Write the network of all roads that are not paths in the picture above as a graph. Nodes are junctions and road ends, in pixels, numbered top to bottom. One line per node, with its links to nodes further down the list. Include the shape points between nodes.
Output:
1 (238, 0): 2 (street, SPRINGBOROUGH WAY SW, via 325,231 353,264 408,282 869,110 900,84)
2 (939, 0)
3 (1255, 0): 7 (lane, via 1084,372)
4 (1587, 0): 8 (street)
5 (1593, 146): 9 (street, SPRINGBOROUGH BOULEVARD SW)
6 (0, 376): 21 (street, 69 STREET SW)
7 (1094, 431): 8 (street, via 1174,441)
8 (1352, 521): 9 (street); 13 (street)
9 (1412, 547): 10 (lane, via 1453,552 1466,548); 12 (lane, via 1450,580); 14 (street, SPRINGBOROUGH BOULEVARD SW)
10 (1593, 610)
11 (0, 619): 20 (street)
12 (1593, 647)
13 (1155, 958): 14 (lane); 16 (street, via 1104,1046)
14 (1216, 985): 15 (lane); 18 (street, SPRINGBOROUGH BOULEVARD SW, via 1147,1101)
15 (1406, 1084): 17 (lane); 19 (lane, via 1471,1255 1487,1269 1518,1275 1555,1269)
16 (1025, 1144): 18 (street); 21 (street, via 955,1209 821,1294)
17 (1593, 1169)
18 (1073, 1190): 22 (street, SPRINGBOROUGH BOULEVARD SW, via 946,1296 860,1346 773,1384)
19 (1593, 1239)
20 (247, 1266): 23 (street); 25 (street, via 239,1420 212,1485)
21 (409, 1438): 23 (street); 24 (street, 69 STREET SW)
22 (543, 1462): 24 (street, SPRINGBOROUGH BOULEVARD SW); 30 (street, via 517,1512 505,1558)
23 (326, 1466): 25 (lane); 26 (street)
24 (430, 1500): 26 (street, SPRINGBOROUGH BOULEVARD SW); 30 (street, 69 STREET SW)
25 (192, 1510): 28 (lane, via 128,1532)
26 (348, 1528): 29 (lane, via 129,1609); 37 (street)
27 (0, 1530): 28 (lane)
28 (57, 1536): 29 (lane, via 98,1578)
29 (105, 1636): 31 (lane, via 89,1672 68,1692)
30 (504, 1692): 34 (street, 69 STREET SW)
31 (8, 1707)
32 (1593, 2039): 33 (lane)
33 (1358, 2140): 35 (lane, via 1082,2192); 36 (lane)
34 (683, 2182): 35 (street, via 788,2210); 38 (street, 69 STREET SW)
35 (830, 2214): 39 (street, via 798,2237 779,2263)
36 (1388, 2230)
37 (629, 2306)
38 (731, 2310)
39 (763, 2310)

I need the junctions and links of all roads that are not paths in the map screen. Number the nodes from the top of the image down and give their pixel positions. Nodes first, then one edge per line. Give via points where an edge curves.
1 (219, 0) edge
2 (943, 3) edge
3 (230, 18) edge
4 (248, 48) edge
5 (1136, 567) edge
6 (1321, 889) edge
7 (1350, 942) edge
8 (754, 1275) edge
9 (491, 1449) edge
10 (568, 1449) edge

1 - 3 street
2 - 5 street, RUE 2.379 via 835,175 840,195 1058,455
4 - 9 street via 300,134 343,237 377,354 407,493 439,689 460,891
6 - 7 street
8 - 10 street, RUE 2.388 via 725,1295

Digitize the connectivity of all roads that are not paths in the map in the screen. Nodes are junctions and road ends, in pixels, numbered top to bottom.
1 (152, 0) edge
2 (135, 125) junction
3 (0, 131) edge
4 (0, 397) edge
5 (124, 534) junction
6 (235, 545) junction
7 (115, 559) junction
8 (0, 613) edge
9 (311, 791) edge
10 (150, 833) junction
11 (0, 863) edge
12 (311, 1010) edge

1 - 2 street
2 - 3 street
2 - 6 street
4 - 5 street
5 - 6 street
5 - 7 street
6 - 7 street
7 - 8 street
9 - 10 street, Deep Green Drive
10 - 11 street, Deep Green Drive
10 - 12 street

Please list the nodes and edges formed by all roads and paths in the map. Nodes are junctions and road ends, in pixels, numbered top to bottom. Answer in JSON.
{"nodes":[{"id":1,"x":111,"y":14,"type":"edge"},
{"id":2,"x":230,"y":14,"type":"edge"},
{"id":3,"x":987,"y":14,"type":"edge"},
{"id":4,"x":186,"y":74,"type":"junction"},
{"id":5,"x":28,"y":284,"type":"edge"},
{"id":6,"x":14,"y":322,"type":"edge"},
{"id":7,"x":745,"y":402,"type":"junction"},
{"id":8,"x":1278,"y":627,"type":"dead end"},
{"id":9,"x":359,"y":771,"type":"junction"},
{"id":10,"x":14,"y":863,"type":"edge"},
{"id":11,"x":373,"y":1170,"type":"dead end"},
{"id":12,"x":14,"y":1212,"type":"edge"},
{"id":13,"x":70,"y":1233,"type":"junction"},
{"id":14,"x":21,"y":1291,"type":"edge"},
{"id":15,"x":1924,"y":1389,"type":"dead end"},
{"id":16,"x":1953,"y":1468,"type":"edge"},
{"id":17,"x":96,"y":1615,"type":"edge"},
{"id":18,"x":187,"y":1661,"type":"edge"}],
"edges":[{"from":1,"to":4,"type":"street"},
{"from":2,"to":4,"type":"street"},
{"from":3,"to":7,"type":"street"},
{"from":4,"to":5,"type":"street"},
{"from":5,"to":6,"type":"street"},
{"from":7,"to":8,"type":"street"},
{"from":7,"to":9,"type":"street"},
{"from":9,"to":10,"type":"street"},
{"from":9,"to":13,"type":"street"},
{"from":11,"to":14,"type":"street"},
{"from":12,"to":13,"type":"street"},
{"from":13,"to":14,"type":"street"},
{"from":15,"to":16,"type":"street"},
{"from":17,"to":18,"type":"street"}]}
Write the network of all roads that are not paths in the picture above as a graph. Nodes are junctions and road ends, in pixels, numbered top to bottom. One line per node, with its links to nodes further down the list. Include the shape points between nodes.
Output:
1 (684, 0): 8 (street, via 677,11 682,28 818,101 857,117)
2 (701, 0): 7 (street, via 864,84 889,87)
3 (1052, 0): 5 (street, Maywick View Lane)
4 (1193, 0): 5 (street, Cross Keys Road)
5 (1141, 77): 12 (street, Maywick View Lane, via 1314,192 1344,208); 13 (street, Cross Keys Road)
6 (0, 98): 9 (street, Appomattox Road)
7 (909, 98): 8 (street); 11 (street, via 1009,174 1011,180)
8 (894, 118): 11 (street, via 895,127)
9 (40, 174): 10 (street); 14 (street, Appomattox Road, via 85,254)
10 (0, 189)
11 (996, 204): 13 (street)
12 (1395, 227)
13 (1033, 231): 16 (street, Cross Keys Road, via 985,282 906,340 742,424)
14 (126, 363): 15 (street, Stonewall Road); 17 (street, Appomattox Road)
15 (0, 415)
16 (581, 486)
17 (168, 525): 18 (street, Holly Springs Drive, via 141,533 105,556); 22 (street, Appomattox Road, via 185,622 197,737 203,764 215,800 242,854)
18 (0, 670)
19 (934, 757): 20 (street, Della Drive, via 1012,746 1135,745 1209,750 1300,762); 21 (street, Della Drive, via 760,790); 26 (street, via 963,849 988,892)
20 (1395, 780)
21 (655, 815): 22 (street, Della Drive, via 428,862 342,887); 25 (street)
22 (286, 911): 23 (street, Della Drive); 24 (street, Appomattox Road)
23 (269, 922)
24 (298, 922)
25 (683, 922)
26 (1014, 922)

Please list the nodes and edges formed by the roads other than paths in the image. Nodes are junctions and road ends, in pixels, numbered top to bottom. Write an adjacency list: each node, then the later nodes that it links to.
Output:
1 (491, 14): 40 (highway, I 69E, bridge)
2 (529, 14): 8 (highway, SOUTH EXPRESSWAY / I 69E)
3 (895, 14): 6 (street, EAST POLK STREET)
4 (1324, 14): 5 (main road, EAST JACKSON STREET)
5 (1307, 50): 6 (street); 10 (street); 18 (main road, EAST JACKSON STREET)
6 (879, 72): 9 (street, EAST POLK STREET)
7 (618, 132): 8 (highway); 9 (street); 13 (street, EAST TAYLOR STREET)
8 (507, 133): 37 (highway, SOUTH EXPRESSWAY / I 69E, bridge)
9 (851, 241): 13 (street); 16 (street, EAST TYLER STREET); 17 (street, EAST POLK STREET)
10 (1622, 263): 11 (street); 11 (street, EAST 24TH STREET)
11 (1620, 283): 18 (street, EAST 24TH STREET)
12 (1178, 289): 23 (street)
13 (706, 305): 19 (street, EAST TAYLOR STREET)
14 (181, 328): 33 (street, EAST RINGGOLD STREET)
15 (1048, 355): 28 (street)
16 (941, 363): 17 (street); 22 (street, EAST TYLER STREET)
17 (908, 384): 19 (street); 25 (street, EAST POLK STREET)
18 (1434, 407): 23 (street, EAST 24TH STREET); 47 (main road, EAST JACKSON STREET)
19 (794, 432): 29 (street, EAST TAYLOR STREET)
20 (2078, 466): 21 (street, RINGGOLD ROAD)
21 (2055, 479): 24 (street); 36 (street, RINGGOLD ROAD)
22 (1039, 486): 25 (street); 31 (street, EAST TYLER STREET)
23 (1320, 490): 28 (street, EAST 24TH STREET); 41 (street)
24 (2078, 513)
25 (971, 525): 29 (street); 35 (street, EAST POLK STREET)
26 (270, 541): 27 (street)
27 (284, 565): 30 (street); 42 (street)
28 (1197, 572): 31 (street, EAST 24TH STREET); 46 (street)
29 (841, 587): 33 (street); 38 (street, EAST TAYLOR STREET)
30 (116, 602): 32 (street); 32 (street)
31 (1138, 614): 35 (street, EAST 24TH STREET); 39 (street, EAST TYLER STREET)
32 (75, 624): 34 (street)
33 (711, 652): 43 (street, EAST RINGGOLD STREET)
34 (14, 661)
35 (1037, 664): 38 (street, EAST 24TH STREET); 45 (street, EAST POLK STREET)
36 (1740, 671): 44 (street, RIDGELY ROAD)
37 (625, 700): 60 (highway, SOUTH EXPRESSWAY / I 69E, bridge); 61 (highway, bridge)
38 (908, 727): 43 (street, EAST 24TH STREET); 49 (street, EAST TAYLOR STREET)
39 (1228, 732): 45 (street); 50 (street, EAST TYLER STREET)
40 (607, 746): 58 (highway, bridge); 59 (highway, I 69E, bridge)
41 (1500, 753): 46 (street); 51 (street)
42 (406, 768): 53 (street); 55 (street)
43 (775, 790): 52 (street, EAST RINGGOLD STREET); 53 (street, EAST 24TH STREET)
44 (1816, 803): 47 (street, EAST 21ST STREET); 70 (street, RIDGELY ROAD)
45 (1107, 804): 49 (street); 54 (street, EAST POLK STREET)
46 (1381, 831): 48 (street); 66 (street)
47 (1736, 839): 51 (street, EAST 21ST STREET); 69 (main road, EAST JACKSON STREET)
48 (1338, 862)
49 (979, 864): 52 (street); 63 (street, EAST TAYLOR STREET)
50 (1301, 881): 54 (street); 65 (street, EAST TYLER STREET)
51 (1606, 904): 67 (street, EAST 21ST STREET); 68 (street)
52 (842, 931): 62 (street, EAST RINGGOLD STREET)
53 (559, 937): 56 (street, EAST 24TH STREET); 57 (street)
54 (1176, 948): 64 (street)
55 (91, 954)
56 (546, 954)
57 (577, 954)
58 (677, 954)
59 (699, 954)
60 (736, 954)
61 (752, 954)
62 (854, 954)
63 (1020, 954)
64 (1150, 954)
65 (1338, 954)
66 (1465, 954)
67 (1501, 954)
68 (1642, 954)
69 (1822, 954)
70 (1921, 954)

────────────────

**Assignment**
When a line in the material includes the word "Green", copy it out.

**Answer for this exercise**
9 - 10 street, Deep Green Drive
10 - 11 street, Deep Green Drive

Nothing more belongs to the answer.